A TAK-981 synergizes with Len at decreasing IRF4 mRNA level in MM1S and MMR10R cell lines determined by quantitative PCR (qPCR). B Western blot showing decreased DOT1L level upon TAK-981 treatment in MM1S and MMR10R (Top) and H929 and KMS11 (Bottom) cell lines. Cells were treated as described in (Fig. 4). C TAK-981 treatment decreases DOT1L mRNA levels in both MM1S and MMR10R cell lines and Len has no effect on DOT1L level in MMR10R cell line measured by qPCR. D TAK-981 treatment decreased the occupancy of DOT1L and H3K79me2 on the IRF4 promoter region as measured by ChIP assay.
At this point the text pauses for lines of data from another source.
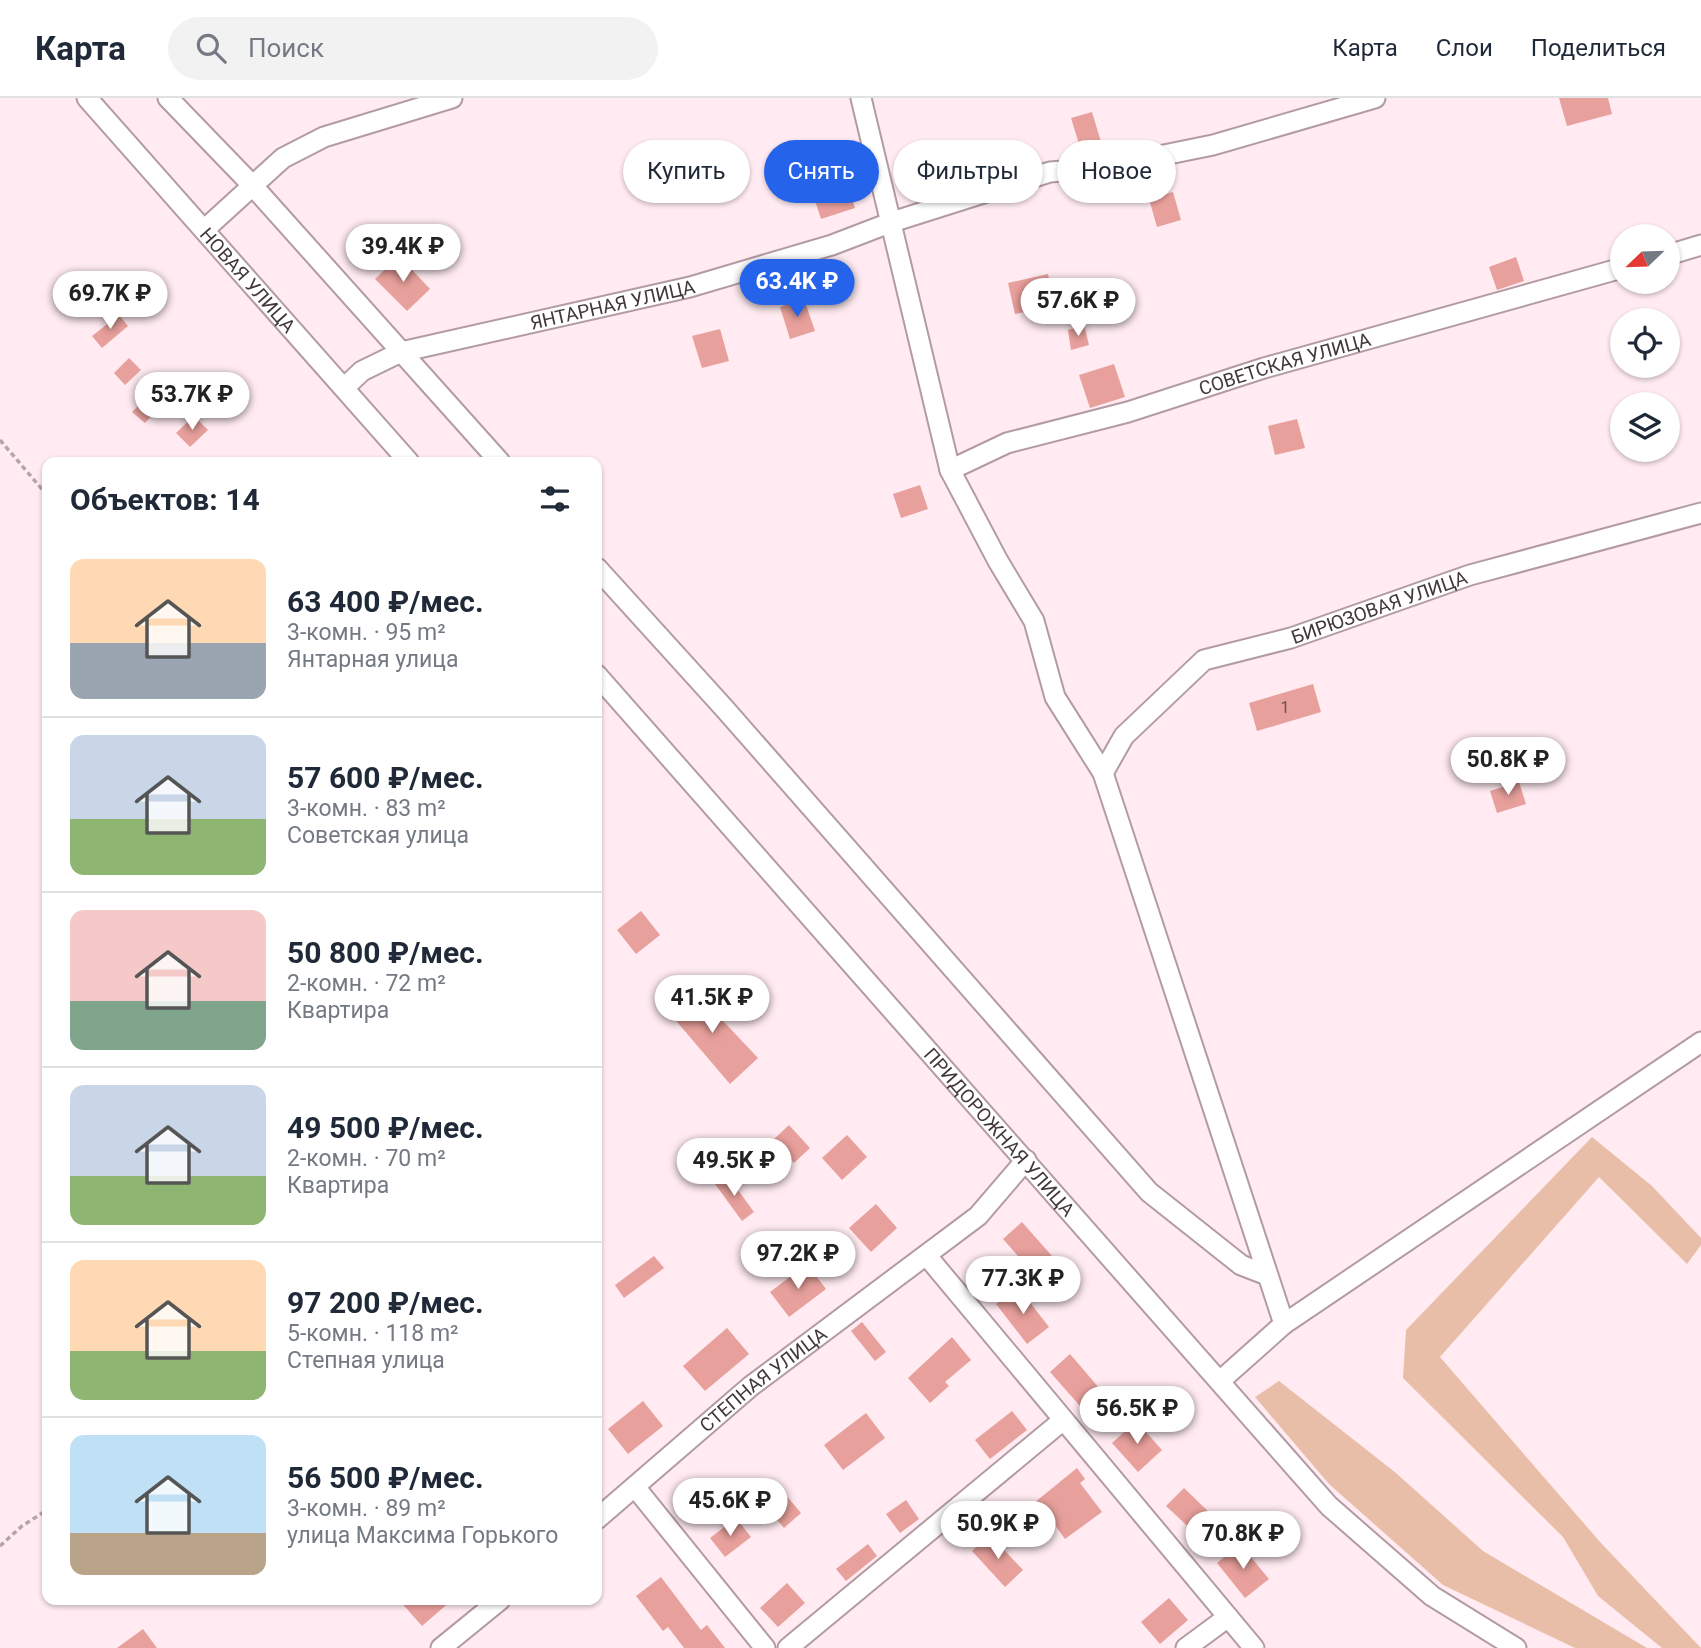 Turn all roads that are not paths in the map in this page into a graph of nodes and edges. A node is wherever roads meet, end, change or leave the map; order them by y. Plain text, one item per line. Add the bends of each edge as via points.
1 (87, 98) edge
2 (169, 98) edge
3 (452, 98) edge
4 (862, 98) edge
5 (1375, 98) edge
6 (252, 185) junction
7 (892, 222) junction
8 (204, 230) junction
9 (1701, 245) edge
10 (1680, 251) edge
11 (1610, 271) edge
12 (401, 352) junction
13 (344, 388) junction
14 (405, 457) edge
15 (496, 457) edge
16 (950, 470) junction
17 (1701, 513) edge
18 (602, 574) edge
19 (602, 681) edge
20 (1103, 773) junction
21 (1701, 1042) edge
22 (1026, 1160) junction
23 (927, 1256) junction
24 (1267, 1275) junction
25 (1284, 1324) junction
26 (1220, 1381) junction
27 (1062, 1421) junction
28 (635, 1487) junction
29 (602, 1515) edge
30 (494, 1605) edge
31 (1228, 1617) junction
32 (441, 1648) edge
33 (765, 1648) edge
34 (788, 1648) edge
35 (1186, 1648) edge
36 (1207, 1648) edge
37 (1254, 1648) edge
38 (1516, 1648) edge

1 - 8 street, НОВАЯ УЛИЦА
2 - 6 street
3 - 6 street via 324,137 283,158
4 - 7 street
5 - 7 street, ЯНТАРНАЯ УЛИЦА via 1213,145 1100,168 1050,172
6 - 8 street
6 - 12 street
7 - 12 street, ЯНТАРНАЯ УЛИЦА via 832,245 690,287
7 - 16 street
8 - 13 street, НОВАЯ УЛИЦА
9 - 10 street
11 - 16 street, СОВЕТСКАЯ УЛИЦА via 1007,443
12 - 13 street, ЯНТАРНАЯ УЛИЦА via 362,371
12 - 15 street
13 - 14 street, НОВАЯ УЛИЦА
16 - 20 street via 1034,621 1055,697
17 - 20 street, БИРЮЗОВАЯ УЛИЦА via 1470,576 1291,638 1203,660 1124,736
18 - 24 street via 1149,1192 1241,1265
19 - 22 street, ПРИДОРОЖНАЯ УЛИЦА
20 - 24 street
21 - 25 street
22 - 23 street, СТЕПНАЯ УЛИЦА via 978,1216
22 - 26 street, ПРИДОРОЖНАЯ УЛИЦА
23 - 27 street
23 - 28 street, СТЕПНАЯ УЛИЦА via 751,1385
24 - 25 street
25 - 26 street
26 - 38 street, ПРИДОРОЖНАЯ УЛИЦА via 1329,1506 1432,1596
27 - 31 street
27 - 34 street
28 - 29 street, СТЕПНАЯ УЛИЦА
28 - 33 street
30 - 32 street
31 - 35 street
31 - 36 street
31 - 37 street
ChIP was performed using an anti-DOT1L and H3K79me2 antibody in MM1S and MMR10R treated with TAK-981 (0.1 µM) or Len 2.5 µM for 48 h. The occupancy was normalized to DNA input and calculated relative to IgG control. E Overexpression of DOT1L compensated the decrease of IRF4 mRNA level caused by TAK-981 treatment. MM1S cells were transduced with plasmid MSCB-hDot1Lwt expressing DOT1L(DOT1L) or empty vector (EV) by electroporation then treated with TAK-981(0.1 µM) for 48 h. IRF4 mRNA level was determined by qPCR. Data presented as mean ± SD. ns, not significant; ***p < 0.001. F Overexpression of DOT1L compensated the decrease of IRF4 protein level caused by TAK-981 treatment. Western blot presenting IRF4 and DOT1L protein level in same treatment of (E). GAPDH, loading control. Quantified protein level was labeled below each blot. G UBA2 level correlates with DOT1L expression in patient specimens. Analysis of cohort (GSE2658) of 559 MM patients. Patients with high SAE2 (UBA2; UBA2high group) showed higher DOT1L level than patients with low SAE2 (UBA2; UBA2low group). Data were analyzed using unpaired Student t tests: Data presented as mean ± SD. ****p < 0.0001.